§ Your task:
Give back exactly the lines of the material below, starting with the line with "index mcp: (764, 864)" and going on through the line with "thumb cmc: (1216, 862)".

▼

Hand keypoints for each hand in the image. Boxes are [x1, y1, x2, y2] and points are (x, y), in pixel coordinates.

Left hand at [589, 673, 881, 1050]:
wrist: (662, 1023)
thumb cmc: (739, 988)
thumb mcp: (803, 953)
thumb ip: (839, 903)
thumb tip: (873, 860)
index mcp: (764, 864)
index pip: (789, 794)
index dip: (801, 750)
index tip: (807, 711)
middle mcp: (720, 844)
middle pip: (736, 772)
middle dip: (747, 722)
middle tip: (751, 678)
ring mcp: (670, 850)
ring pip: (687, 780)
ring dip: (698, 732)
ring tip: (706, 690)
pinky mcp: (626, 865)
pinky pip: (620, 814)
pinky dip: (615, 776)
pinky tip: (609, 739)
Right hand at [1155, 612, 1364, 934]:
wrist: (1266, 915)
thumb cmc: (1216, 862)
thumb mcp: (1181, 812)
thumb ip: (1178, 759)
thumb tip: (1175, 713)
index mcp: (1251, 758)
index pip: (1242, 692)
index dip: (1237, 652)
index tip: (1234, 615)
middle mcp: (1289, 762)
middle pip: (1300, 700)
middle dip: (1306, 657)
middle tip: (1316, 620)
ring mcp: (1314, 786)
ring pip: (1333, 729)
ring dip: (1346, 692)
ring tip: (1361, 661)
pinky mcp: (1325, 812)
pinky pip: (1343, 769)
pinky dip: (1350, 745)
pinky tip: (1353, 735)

▲

§ Final answer:
index mcp: (764, 864)
index pip: (789, 794)
index dip: (801, 750)
index tip: (807, 711)
middle mcp: (720, 844)
middle pip: (736, 772)
middle dip: (747, 722)
middle tip: (751, 678)
ring mcp: (670, 850)
ring pip: (687, 780)
ring dip: (698, 732)
ring tip: (706, 690)
pinky mcp: (626, 865)
pinky pip: (620, 814)
pinky dip: (615, 776)
pinky tip: (609, 739)
Right hand at [1155, 612, 1364, 934]:
wrist: (1266, 915)
thumb cmc: (1216, 862)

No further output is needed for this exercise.